2

I'm trying to build a query to fetch instances of / any subclasses of abstract elements such as "human" (Q5) by name, however the query fails with a timeout, probably because it has too many nodes to traverse in the graph.

  1. Are there any better methods to query this? The best I could come up with is using the Wikidata API search entities endpoint with the element name, then filter the desired results in Sparql query to minimize the domain of the query instead of the whole graph.
  2. I'm a little worried about using this method in a production environment since Wikidata Sparql is in Beta. Any best practices for migrating knowledge graph use cases from freebase? Is there any update regarding the migration of data from Freebase to Wikidata?

Finally are there any other mature alternatives to the deprecated Freebase service?

Shlomi Uziel
  • 868
  • 7
  • 15
  • In a production environment use your own SPARQL endpoint and load the Wikidata into it. Anything else doesn't make sense as do not have any control over it's availability. – UninformedUser Jul 27 '16 at 05:08
  • Isn't there an external production service alternative? Maintaining an in-house wikidata mirror also doesn't make sense for the extent I need from the service. – Shlomi Uziel Jul 27 '16 at 08:07
  • What means "external" production? Indeed, you can use the public SPARQL endpoint, but it's hosted for free and you do not pay anything for what you get. Thus, you can not give rise to any claims. Hosting such a service costs money and you know that you're not the only one using it. In addition, you can't make it faster as you have to rely on the hardware that they use for hosting the service. – UninformedUser Jul 27 '16 at 08:58
  • I mean a paid alternative. Will Google Knowledge Graph be better in terms of reliability and the extend of the data? Is there any other suggestion? – Shlomi Uziel Jul 27 '16 at 09:17
  • This is a bit of a plug (so therefore not an answer), but perhaps a cloud service like [Ontotext S4](http://s4.ontotext.com/) would fit your need. They offer cloud instances of GraphDB as well as access to hosted versions of various open datasets. Not sure Wikidata is in there but if it's not, I'm sure you can ask them about it. – Jeen Broekstra Aug 01 '16 at 20:53
  • The answer at https://stackoverflow.com/a/62126802/4494 applies here, as well, as far as I can tell. – Matthias Winkelmann Aug 07 '21 at 09:59

1 Answers1

2

What endpoint are you querying against? Querying against a shared public endpoint with no SLA (beta or not) for a production service is very risky proposition.

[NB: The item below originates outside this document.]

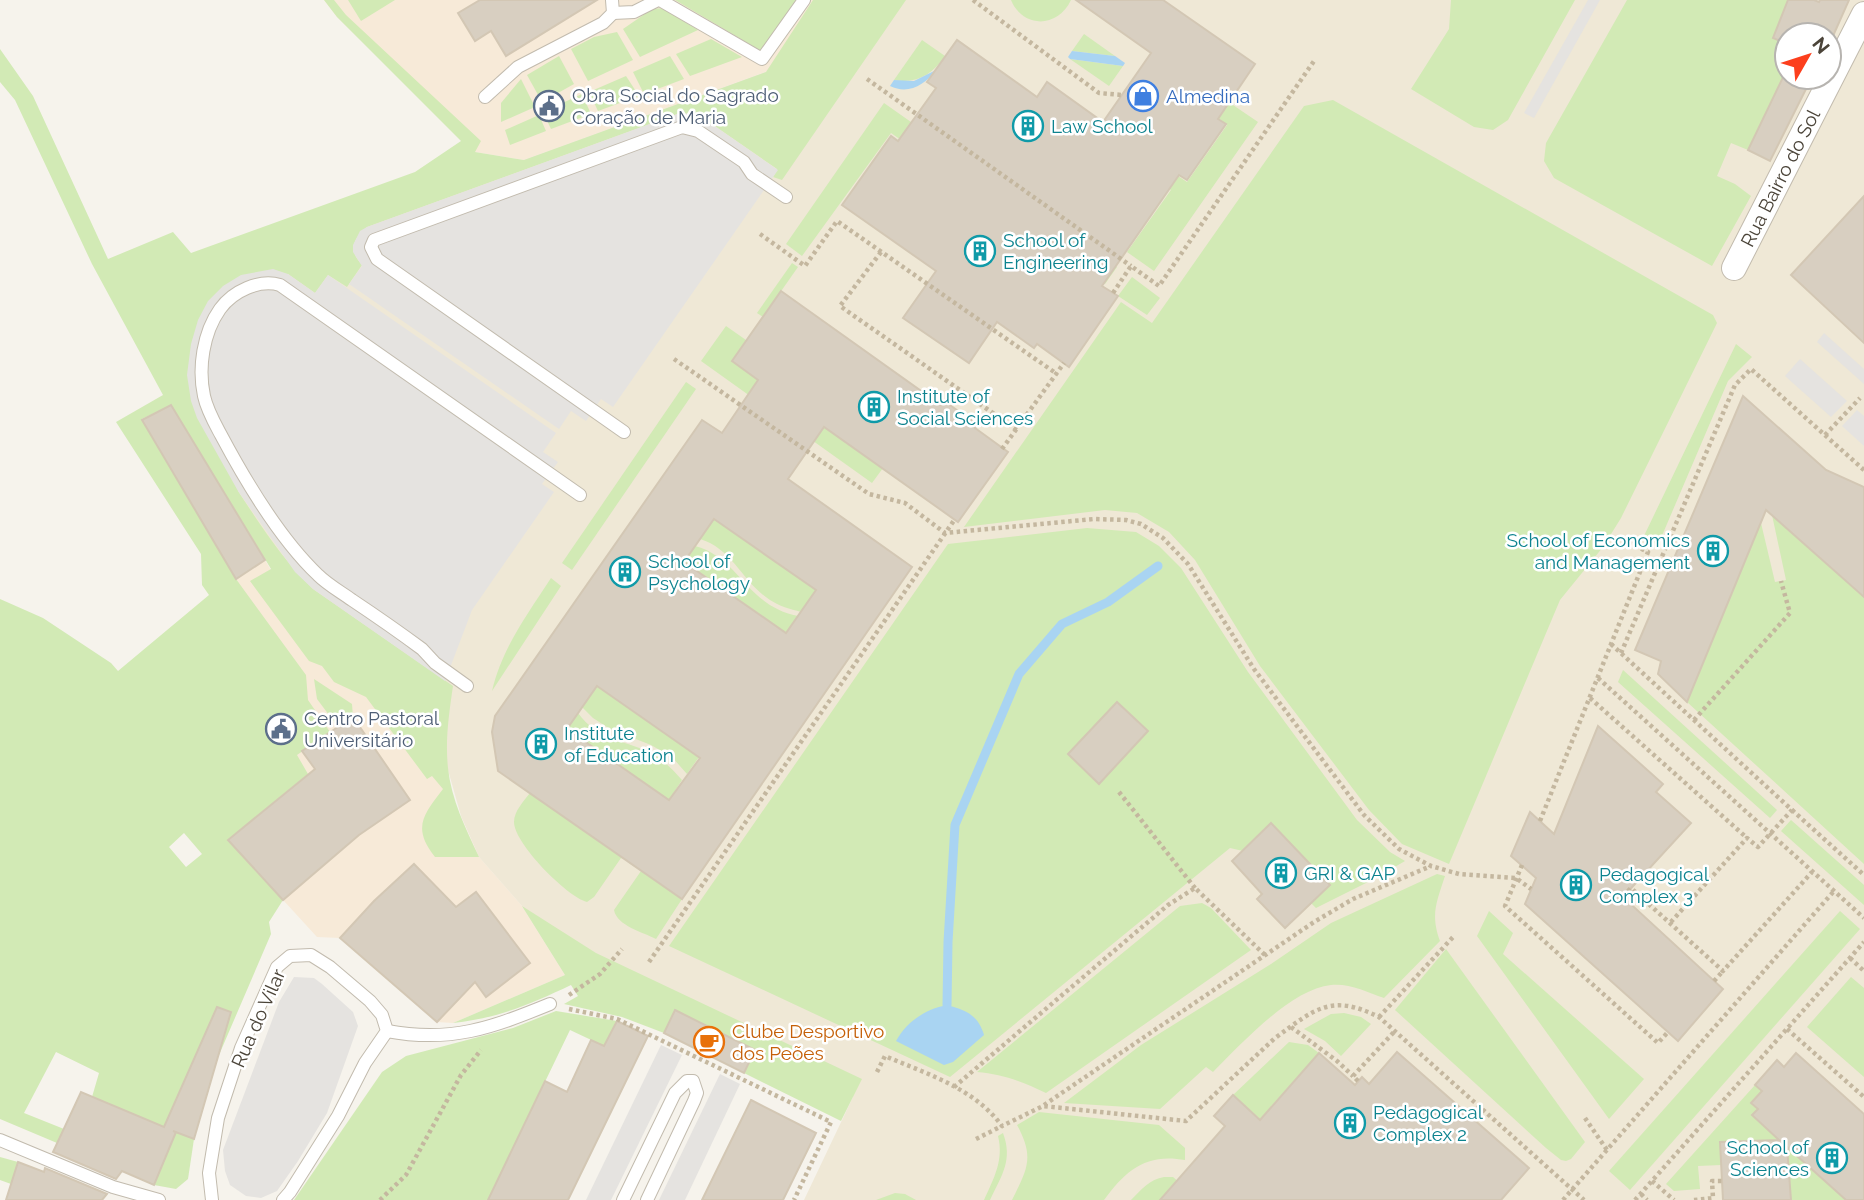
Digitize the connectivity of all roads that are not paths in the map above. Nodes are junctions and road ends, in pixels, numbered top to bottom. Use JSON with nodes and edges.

Wikidata offers full database dumps that you can tailor/subset and load into whatever infrastructure you like. That would give you complete control over performance, quality, and any other metrics which are important to you.

As far as migrating from Freebase goes, there is no migration path. The track that train was on has come to an end (at least for external non-Google users). It's not just deprecated, it was shut down completely a while ago. A tiny fraction of the data was imported to Wikidata (and they shared a bunch in common already due to their common ancestor Wikipedia), but none of the programmatic features such as MQL's JSON query-by-example, Freebase Search, Freebase Suggest, Google-scale performance or availability, etc is available (yet?) for Wikidata.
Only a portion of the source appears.